**Try it**
Copy everything in the data below exactly except the pictures.

**Entries shown**
-=-=-=-=-
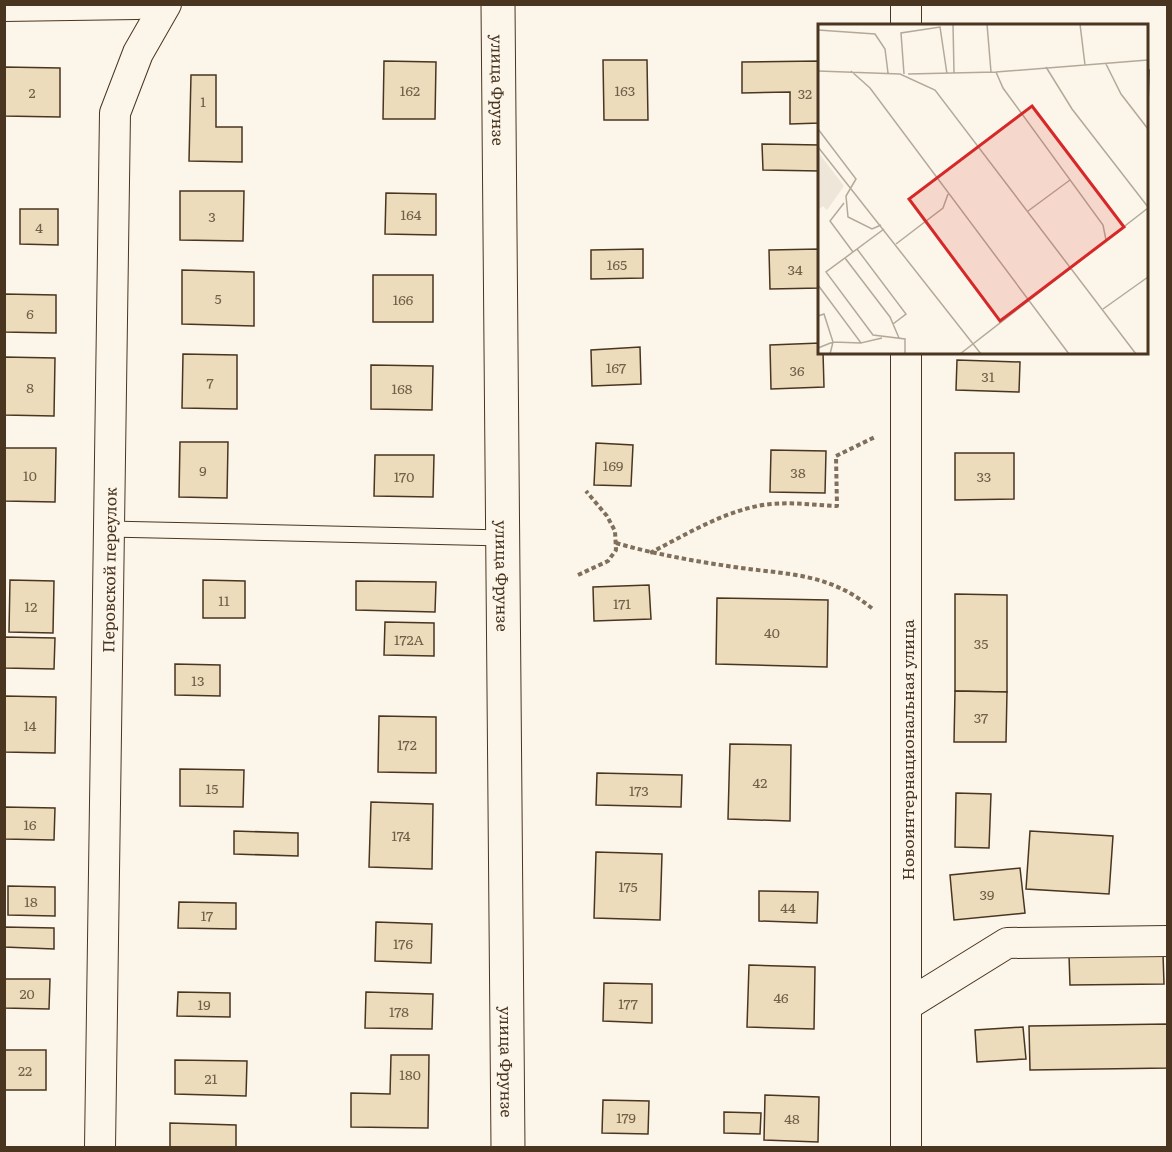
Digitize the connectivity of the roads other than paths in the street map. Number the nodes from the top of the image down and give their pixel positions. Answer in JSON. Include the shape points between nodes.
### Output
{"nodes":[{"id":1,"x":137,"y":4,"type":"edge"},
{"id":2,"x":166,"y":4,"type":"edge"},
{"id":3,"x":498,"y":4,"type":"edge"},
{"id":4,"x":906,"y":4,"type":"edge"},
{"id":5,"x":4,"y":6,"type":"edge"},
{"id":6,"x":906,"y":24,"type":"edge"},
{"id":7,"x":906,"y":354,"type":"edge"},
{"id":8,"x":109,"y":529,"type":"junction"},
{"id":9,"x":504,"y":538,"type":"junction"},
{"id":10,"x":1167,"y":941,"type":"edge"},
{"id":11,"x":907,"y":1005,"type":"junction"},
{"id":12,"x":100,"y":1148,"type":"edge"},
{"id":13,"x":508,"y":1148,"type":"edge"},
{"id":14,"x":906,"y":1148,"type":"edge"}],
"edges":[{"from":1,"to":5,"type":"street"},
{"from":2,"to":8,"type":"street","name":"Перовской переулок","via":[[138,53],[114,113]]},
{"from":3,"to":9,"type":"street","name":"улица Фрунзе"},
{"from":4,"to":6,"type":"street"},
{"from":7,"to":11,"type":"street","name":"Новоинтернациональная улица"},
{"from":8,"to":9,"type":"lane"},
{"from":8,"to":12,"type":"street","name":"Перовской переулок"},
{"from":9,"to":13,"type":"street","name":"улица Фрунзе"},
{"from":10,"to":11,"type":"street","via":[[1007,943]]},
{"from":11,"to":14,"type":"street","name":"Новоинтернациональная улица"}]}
-=-=-=-=-
**Output for this task**
Digitize the connectivity of the roads other than paths in the street map. Number the nodes from the top of the image down and give their pixel positions. Answer in JSON. Include the shape points between nodes.
### Output
{"nodes":[{"id":1,"x":137,"y":4,"type":"edge"},
{"id":2,"x":166,"y":4,"type":"edge"},
{"id":3,"x":498,"y":4,"type":"edge"},
{"id":4,"x":906,"y":4,"type":"edge"},
{"id":5,"x":4,"y":6,"type":"edge"},
{"id":6,"x":906,"y":24,"type":"edge"},
{"id":7,"x":906,"y":354,"type":"edge"},
{"id":8,"x":109,"y":529,"type":"junction"},
{"id":9,"x":504,"y":538,"type":"junction"},
{"id":10,"x":1167,"y":941,"type":"edge"},
{"id":11,"x":907,"y":1005,"type":"junction"},
{"id":12,"x":100,"y":1148,"type":"edge"},
{"id":13,"x":508,"y":1148,"type":"edge"},
{"id":14,"x":906,"y":1148,"type":"edge"}],
"edges":[{"from":1,"to":5,"type":"street"},
{"from":2,"to":8,"type":"street","name":"Перовской переулок","via":[[138,53],[114,113]]},
{"from":3,"to":9,"type":"street","name":"улица Фрунзе"},
{"from":4,"to":6,"type":"street"},
{"from":7,"to":11,"type":"street","name":"Новоинтернациональная улица"},
{"from":8,"to":9,"type":"lane"},
{"from":8,"to":12,"type":"street","name":"Перовской переулок"},
{"from":9,"to":13,"type":"street","name":"улица Фрунзе"},
{"from":10,"to":11,"type":"street","via":[[1007,943]]},
{"from":11,"to":14,"type":"street","name":"Новоинтернациональная улица"}]}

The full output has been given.